The trouble was I didn’t know how much I had to do to get there. As a teenager, I ended up doing 40 hours of homework a week, while travelling to and from a day school. I became obsessed with mastering the forms of being examined. I hated the impersonal procedure of being assessed in that way. There’s a scene in the film Billy Elliot where a miner’s kid is waiting to know if he has been accepted by the Royal Ballet School. Eventually, a buff envelope arrives with his name on it and his father tells him to open it. He refuses. That binary moment, when remote anonymous examiners say yes or no, is unbearable when measured against a child’s life and hopes. I too could not stand having no relationship with my potential executioners. I set about trying to influence them. I imagined an examiner in his 50s, on his fourth whiskey. It is 1 am and he is very tired. I knew I would do well enough to succeed, but what happens if he just passes over my paper for the sake of getting done and gives it a B? I needed to get his attention. I had already studied calligraphy and developed a handwriting style that was pleasant to read and avoided forward-sloping (extravert), backward-sloping (introvert) and big loops (psychotic). But I needed something else. I decided to insert a joke in the first paragraph. He might not like it, but at least he was now reading; and, if he liked it, I was even further ahead. This impulse to bridge the gap between impersonal society and me is what led me eventually to anthropology and much later to the study of money. But I get ahead of myself.

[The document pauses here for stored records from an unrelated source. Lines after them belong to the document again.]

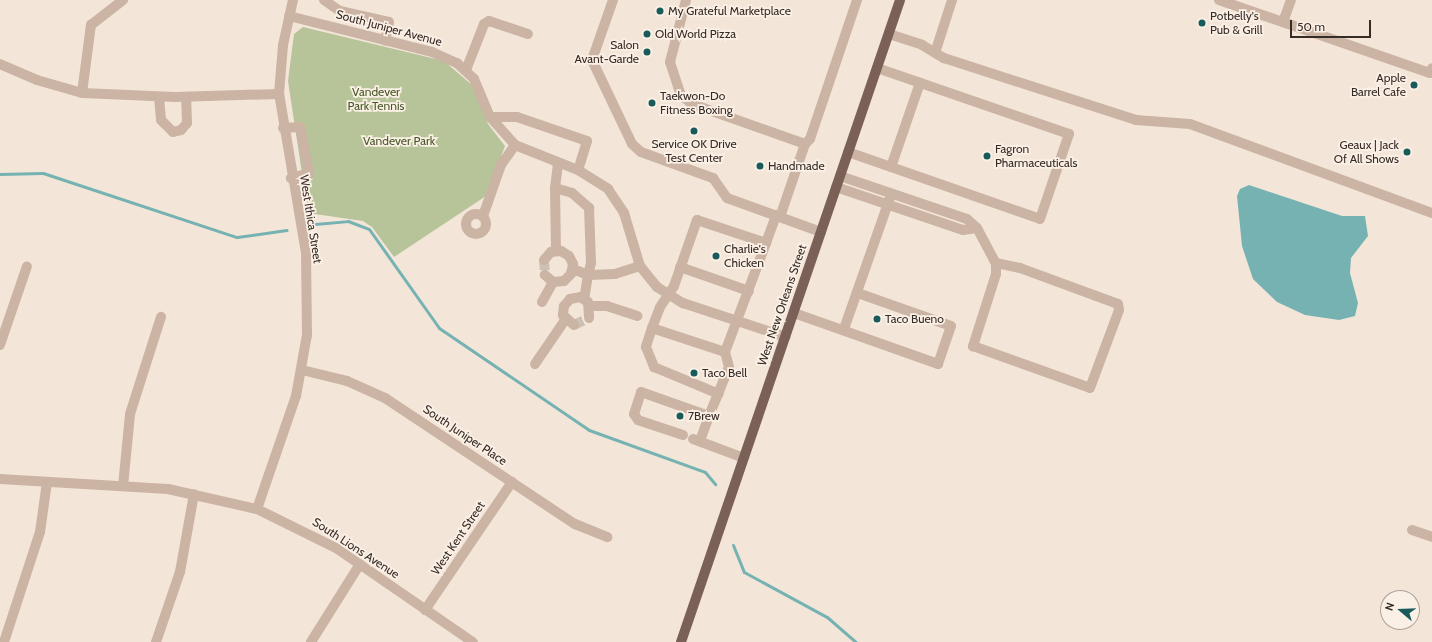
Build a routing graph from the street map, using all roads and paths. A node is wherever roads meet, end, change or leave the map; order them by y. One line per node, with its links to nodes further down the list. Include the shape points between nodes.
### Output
1 (123, 0): 22 (street, via 91,25)
2 (293, 0): 11 (street, West Ithica Street)
3 (324, 0): 15 (street, via 340,11 389,22)
4 (613, 0): 42 (street, via 592,60 632,144 641,152 713,178 727,198)
5 (686, 0): 28 (street, via 670,62 681,95 692,104)
6 (857, 0): 28 (street, via 810,139)
7 (900, 0): 14 (main road, West New Orleans Street)
8 (952, 0): 16 (street)
9 (1222, 0): 12 (street)
10 (1291, 0): 12 (street)
11 (289, 16): 15 (street, South Juniper Avenue); 23 (street, West Ithica Street)
12 (1284, 22): 19 (street, via 1430,73)
13 (528, 34): 20 (street, via 489,21 484,24)
14 (889, 34): 16 (street); 18 (main road, West New Orleans Street)
15 (386, 41): 20 (street, South Juniper Avenue, via 445,56)
16 (935, 53): 40 (street, via 1136,120 1190,124)
17 (0, 64): 22 (street, via 37,80)
18 (877, 68): 21 (street); 30 (main road, West New Orleans Street)
19 (1432, 68)
20 (466, 70): 26 (street, South Juniper Avenue)
21 (920, 83): 32 (street); 32 (street, via 1069,134 1040,219)
22 (82, 93): 25 (street)
23 (279, 94): 24 (street); 27 (street, West Ithica Street)
24 (186, 96): 25 (street); 25 (street, via 187,123 181,130 173,132 161,120)
25 (159, 97)
26 (490, 117): 29 (street, South Juniper Avenue); 33 (street, via 517,117 587,141)
27 (283, 128): 35 (street, West Ithica Street); 35 (street, via 300,127 309,173)
28 (805, 144): 42 (street)
29 (515, 145): 31 (street, South Juniper Avenue); 41 (street, via 502,165)
30 (848, 152): 32 (street); 34 (main road, West New Orleans Street)
31 (558, 164): 33 (street, South Juniper Avenue); 37 (street)
32 (891, 167)
33 (578, 170): 50 (street, South Juniper Avenue, via 596,179 618,201)
34 (840, 176): 36 (main road, West New Orleans Street); 38 (street)
35 (291, 178): 72 (street, West Ithica Street, via 306,253 307,335)
36 (836, 187): 39 (street); 44 (main road, West New Orleans Street)
37 (555, 188): 46 (street); 54 (street, via 572,193 590,208 591,263)
38 (892, 192): 39 (street); 43 (street, via 967,219)
39 (888, 205): 43 (street, via 963,230); 57 (street)
40 (1432, 213)
41 (482, 216)
42 (778, 216): 44 (street); 45 (street)
43 (977, 228): 48 (street)
44 (821, 232): 61 (main road, West New Orleans Street)
45 (766, 243): 51 (street, via 697,220); 56 (street)
46 (556, 251): 47 (street); 52 (street, via 569,256)
47 (544, 260)
48 (996, 263): 48 (street, via 996,274 973,346 1090,388 1119,310 1118,304 1020,268)
49 (27, 266): 69 (street)
50 (640, 266): 54 (street, via 615,274); 58 (street, South Juniper Avenue)
51 (680, 267): 56 (street); 58 (street)
52 (573, 269): 54 (street); 55 (street, via 564,281)
53 (545, 275): 55 (street)
54 (588, 275): 60 (street)
55 (553, 282): 59 (street)
56 (749, 291): 65 (street)
57 (858, 293): 67 (street); 67 (street, via 951,326 938,364)
58 (669, 296): 65 (street, South Juniper Avenue); 66 (street, via 660,307)
59 (542, 302)
60 (587, 303): 62 (street, via 607,306); 64 (street); 71 (street, via 575,297 566,302 563,310 570,323)
61 (794, 312): 67 (street); 68 (main road, West New Orleans Street)
62 (637, 316)
63 (161, 317): 80 (street, via 130,414)
64 (589, 318)
65 (737, 322): 68 (street, South Juniper Avenue); 70 (street)
66 (652, 328): 70 (street); 73 (street, via 646,347 654,367)
67 (844, 329)
68 (786, 337): 76 (main road, West New Orleans Street)
69 (0, 345)
70 (725, 352): 73 (street, via 729,367)
71 (535, 364)
72 (302, 370): 79 (street, South Juniper Place, via 347,381 380,396); 82 (street, West Ithica Street)
73 (719, 394): 74 (street)
74 (709, 416): 75 (street, via 641,392 634,414 638,420); 76 (street, via 696,440)
75 (683, 435)
76 (744, 458): 92 (main road, West New Orleans Street)
77 (0, 479): 78 (street, South Lions Avenue)
78 (46, 482): 80 (street, South Lions Avenue); 88 (street, via 40,532)
79 (512, 482): 85 (street, South Juniper Place, via 575,524); 87 (street, West Kent Street)
80 (123, 486): 81 (street, South Lions Avenue)
81 (194, 494): 82 (street, South Lions Avenue); 89 (street, via 182,564)
82 (257, 509): 86 (street, South Lions Avenue, via 301,528)
83 (1412, 530): 84 (street)
84 (1432, 537)
85 (607, 538)
86 (360, 564): 87 (street, South Lions Avenue); 90 (street)
87 (425, 610): 91 (street, South Lions Avenue)
88 (4, 642)
89 (156, 642)
90 (311, 642)
91 (473, 642)
92 (681, 642)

As a 12-year-old I was already committed to passing exams, but what if I failed the exams? The last thing I wanted was a job like my Dad’s, indeed any job in a bureaucracy. I had to find enough money to live on through something other than normal work. How do you make money without working? The only method I could think of was betting on the horses. Of course I had no money to bet with, but I set out to learn about horse-racing. My father’s Manchester Guardian was no good, but my grandma, who lived across the street, got the Daily Express which devoted several pages to the topic and had the best tipsters (The Scout and Peter O’Sullevan), so I borrowed it from her every day. I made notional bets and kept a record of the returns in a notebook. After three years I was making a regular profit on paper. I also now had some money, from a paper round and from fiddling my daily expenses for food and travel. So I started making small cash bets. In the next couple of years, I sometimes worked for wages in the holidays and my betting habit expanded accordingly. All the time I accumulated knowledge of the horses. My notebook still showed a small profit.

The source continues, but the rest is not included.